Search the records below for "points"; copy each line that has it.

_GIVEN DATA_
· · ·

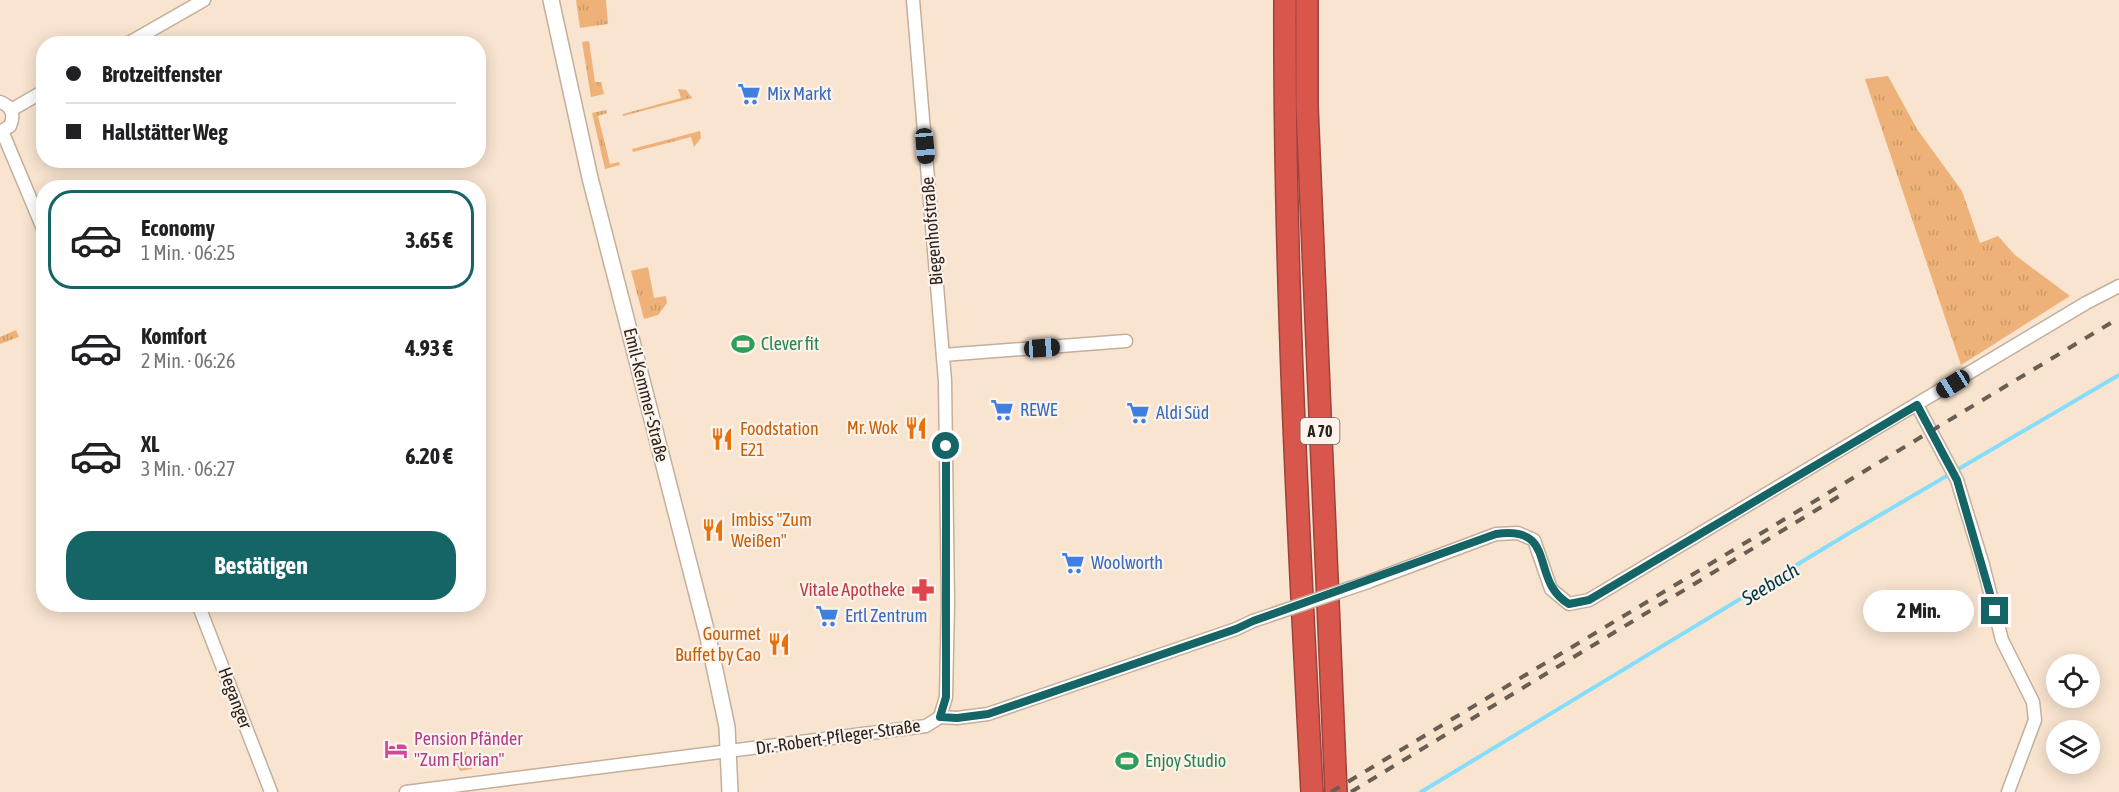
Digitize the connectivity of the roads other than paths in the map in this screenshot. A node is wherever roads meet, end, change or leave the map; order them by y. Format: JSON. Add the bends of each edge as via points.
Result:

· · ·

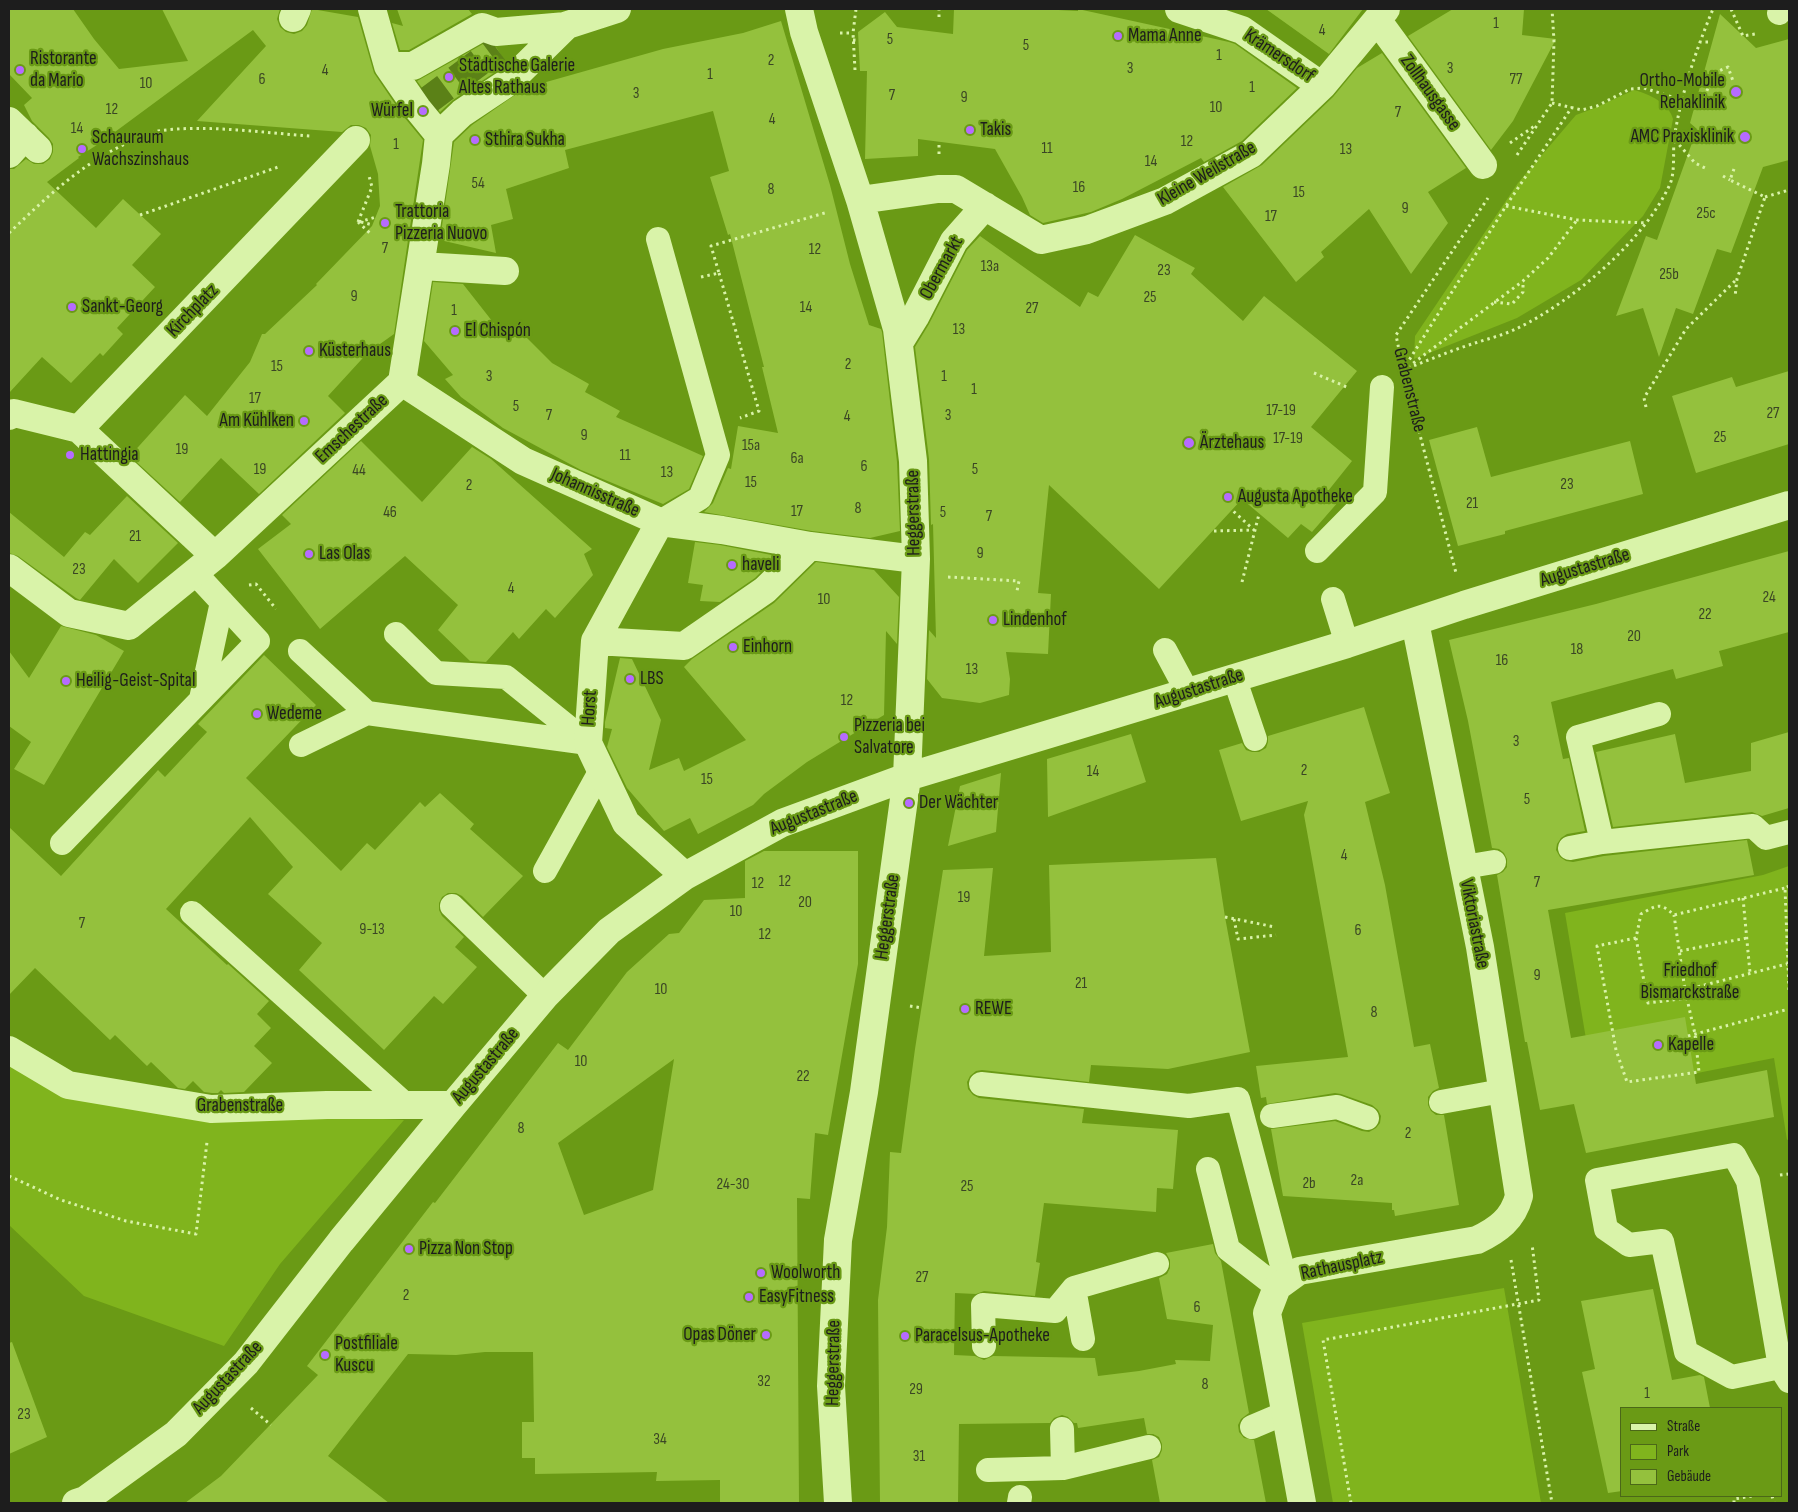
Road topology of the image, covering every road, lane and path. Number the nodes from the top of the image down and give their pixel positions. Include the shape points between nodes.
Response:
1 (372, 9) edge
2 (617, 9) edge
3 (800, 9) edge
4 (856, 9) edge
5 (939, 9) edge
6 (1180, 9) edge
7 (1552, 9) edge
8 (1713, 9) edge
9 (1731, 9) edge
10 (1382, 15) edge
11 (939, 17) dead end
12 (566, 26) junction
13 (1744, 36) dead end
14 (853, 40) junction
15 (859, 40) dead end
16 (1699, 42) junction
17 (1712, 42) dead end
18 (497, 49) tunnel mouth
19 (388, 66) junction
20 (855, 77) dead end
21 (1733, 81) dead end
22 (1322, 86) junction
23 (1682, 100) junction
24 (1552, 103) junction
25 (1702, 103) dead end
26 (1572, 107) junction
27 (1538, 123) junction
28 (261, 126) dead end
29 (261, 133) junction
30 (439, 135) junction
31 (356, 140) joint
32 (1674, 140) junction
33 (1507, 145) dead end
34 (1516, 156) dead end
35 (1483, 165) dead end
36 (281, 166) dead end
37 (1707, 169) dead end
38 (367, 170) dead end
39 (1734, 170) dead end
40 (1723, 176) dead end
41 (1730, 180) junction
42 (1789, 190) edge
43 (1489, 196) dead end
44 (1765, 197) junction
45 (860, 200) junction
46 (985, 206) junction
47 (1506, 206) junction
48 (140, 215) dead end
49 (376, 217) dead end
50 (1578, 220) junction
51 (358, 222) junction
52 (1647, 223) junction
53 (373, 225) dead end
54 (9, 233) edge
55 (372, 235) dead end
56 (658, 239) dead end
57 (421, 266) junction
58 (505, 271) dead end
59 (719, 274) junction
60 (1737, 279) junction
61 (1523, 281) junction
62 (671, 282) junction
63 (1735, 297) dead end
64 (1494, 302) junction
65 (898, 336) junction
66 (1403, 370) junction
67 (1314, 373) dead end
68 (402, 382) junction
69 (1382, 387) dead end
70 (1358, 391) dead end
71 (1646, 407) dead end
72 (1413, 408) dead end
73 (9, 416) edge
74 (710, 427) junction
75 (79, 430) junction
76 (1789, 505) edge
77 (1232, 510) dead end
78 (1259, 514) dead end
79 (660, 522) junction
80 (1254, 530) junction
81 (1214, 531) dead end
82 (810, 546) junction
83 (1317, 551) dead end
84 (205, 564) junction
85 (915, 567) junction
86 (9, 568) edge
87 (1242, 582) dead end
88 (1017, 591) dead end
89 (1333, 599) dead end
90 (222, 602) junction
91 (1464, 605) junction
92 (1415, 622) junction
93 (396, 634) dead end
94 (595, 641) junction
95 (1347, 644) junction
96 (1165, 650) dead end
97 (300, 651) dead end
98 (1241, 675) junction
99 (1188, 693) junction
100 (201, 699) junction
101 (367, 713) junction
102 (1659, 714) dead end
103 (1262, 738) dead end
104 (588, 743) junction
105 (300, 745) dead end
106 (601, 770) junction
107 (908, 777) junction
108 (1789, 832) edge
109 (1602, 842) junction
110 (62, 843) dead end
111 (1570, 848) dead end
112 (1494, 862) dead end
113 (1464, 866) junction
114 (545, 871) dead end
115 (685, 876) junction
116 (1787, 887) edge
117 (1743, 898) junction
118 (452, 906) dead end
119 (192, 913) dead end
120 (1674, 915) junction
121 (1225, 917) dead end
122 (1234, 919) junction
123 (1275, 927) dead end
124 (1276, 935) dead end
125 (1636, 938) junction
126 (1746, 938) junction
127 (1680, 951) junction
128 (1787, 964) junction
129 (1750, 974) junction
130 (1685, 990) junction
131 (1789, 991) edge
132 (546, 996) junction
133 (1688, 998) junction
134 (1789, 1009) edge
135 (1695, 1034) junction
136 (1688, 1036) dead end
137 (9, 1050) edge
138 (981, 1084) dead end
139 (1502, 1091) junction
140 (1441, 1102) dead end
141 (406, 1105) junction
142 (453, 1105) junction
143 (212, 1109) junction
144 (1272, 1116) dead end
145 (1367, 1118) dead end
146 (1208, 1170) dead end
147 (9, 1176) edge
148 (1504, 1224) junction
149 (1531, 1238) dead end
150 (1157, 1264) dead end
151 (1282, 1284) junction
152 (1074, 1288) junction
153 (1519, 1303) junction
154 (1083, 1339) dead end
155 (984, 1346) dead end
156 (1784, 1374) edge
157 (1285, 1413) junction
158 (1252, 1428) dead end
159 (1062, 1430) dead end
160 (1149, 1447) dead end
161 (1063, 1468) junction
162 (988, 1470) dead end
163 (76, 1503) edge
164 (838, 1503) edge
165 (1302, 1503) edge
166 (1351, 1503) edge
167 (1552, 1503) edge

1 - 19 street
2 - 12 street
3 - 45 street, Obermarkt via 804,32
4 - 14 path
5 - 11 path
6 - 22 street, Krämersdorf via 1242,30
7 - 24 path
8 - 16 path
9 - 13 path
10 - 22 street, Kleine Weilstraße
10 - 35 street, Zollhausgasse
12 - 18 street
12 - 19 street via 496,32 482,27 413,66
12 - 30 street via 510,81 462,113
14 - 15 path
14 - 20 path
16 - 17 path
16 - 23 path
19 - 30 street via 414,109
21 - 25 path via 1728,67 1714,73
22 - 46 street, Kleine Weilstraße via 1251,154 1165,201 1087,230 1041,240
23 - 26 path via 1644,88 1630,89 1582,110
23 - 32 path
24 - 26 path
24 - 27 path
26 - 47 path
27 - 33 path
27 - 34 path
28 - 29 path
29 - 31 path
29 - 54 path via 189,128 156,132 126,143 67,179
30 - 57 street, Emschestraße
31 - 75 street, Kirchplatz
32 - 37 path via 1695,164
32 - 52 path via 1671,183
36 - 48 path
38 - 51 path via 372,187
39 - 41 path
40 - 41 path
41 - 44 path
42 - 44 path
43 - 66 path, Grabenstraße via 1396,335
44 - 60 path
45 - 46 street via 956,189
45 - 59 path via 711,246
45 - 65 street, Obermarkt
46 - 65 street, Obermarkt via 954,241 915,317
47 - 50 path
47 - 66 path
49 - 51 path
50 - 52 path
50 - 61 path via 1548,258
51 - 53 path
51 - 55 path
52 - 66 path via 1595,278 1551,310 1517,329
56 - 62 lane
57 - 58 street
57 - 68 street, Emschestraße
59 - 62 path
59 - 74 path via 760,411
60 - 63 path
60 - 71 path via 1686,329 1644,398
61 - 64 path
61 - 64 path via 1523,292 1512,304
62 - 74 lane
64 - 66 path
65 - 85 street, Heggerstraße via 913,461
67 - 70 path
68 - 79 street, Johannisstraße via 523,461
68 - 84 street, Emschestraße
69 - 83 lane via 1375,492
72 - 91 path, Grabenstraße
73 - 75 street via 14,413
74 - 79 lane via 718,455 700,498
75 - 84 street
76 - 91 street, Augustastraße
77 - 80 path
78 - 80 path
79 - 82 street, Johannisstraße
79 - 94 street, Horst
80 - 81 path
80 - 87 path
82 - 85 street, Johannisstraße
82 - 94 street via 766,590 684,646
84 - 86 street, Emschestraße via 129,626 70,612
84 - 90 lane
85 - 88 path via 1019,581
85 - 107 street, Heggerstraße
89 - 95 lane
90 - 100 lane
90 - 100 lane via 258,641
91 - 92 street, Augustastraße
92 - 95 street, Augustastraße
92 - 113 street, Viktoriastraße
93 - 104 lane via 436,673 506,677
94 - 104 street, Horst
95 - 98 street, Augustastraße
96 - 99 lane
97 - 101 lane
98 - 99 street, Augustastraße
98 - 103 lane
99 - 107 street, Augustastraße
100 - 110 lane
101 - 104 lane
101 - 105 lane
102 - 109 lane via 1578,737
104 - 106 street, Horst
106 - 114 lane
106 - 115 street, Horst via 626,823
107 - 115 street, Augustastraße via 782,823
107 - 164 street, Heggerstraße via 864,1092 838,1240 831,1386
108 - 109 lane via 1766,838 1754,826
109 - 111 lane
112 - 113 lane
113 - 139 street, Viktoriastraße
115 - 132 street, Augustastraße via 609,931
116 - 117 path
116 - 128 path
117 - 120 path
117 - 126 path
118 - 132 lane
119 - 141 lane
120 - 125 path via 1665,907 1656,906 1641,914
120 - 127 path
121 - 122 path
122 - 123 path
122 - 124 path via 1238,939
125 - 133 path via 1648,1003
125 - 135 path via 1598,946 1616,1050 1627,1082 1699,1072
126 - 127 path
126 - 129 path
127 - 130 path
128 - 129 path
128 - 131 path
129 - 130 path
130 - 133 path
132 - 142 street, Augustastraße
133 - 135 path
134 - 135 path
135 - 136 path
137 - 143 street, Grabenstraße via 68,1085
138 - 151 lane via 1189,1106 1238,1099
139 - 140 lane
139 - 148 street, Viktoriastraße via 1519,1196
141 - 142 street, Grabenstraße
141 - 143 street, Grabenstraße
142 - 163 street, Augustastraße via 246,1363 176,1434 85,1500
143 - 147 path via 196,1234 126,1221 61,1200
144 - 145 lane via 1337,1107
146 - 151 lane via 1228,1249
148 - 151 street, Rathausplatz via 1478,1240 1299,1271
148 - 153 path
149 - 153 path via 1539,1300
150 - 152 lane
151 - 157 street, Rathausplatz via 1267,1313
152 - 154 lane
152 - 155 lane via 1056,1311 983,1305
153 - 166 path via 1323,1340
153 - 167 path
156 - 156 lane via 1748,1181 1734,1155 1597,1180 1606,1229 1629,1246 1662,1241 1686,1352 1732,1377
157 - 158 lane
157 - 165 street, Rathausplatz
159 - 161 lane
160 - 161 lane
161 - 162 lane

· · ·

_EXERCISE RESPONSE_
Digitize the connectivity of the roads other than paths in the map in this screenshot. A node is wherever roads meet, end, change or leave the map; order them by y. Format: JSON. Add the bends of each edge as via points.
Road topology of the image, covering every road, lane and path. Number the nodes from the top of the image down and give their pixel positions. Include the shape points between nodes.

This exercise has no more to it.